The strongest metabolomics locus in the Gieger 2008 study was rs174548 in FADS1, which controls desaturation of polyunsaturated fatty acids and influences glycerophospholipid and sphingomyelin composition via shared membrane substrates. The PLEK locus (rs9309413) showed associations with multiple sphingomyelin species in the same study. Because sphingolipid metabolism is interconnected with the broader phospholipid network, FADS1 and PLEK variants together with rs1148259 may jointly shape an individual's sphingolipid profile, though no compound analysis has been published for this specific three-way combination.

Nutrient Interactions

sphingomyelin altered_metabolism

Genotype Interpretations

What each possible genotype means for this variant:

AA “Reference Genotype” Normal

Common reference genotype — typical sphingolipid levels

You carry two copies of the reference A allele at rs1148259. In the discovery metabolomics study, the AA genotype corresponded to the reference sphingolipid level in the cohort. About 31% of people globally share this genotype, rising to approximately 34% in Europeans. No specific dietary intervention is indicated by this result.

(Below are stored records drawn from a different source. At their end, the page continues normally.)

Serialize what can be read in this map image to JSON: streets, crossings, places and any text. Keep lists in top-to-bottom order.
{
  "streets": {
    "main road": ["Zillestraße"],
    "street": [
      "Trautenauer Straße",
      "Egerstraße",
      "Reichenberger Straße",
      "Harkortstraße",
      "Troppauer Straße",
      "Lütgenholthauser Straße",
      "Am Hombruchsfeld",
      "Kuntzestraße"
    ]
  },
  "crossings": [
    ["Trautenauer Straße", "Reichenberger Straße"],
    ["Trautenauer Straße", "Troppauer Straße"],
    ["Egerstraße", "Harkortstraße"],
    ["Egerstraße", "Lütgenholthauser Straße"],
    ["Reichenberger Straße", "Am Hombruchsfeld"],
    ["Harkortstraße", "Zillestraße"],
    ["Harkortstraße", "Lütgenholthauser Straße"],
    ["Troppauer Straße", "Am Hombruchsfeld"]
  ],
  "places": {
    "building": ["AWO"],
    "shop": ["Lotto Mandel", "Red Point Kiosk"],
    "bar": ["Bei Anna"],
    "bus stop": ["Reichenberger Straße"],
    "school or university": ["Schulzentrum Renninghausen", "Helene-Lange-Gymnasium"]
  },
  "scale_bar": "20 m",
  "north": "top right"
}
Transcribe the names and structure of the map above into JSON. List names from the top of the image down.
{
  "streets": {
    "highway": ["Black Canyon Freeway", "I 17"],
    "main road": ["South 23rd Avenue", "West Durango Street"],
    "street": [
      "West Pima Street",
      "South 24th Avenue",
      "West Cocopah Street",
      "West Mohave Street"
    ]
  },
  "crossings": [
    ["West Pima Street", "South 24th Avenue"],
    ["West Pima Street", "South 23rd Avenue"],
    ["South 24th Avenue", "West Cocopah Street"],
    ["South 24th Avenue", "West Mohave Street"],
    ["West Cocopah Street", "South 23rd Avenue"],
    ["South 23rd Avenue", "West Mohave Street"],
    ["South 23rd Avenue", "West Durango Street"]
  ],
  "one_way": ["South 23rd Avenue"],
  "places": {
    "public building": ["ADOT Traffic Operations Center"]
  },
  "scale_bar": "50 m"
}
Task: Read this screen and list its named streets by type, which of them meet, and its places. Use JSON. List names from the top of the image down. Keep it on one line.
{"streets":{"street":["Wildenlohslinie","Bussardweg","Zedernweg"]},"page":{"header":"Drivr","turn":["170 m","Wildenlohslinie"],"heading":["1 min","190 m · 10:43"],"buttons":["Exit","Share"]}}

AC “Heterozygous C Carrier” Intermediate Caution

One copy of the effect allele — modestly altered sphingolipid profile

Sphingomyelins are structural components of cell membranes and lipid rafts that also participate in apoptosis signalling and inflammation. Circulating sphingomyelin concentrations have been associated with cardiovascular risk and metabolic health in epidemiological studies. The C allele at rs1148259, located in or near the 3′ UTR of ANKRD30A, may influence expression of this transcription factor in adipose or other tissues in ways that indirectly affect sphingolipid balance. Until the association is replicated with larger cohorts and mechanistic data become available, this finding is best interpreted as a signal warranting awareness rather than a prescription for major lifestyle changes.

CC “C Allele Homozygote” Homozygous Caution

Two copies of the effect allele — potentially greater shift in sphingolipid profile

Sphingomyelins are abundant in cell membranes, myelin sheaths, and circulating lipoproteins. Elevated circulating sphingomyelin has been associated with cardiovascular risk and metabolic dysfunction in epidemiological studies, though the causal direction is debated. The ANKRD30A gene encodes a transcription factor expressed in adipose tissue, mammary epithelium, and testis; it may influence gene expression networks that intersect with sphingolipid metabolism, though no direct enzymatic link has been described. As the primary metabolomics association study was conducted in males only, the applicability to females is unknown.

Until replication studies with larger, mixed-sex cohorts clarify the effect size and direction, this result should be interpreted as an emerging signal. Monitoring lipid panels and maintaining choline-adequate nutrition are the most prudent responses at current evidence levels.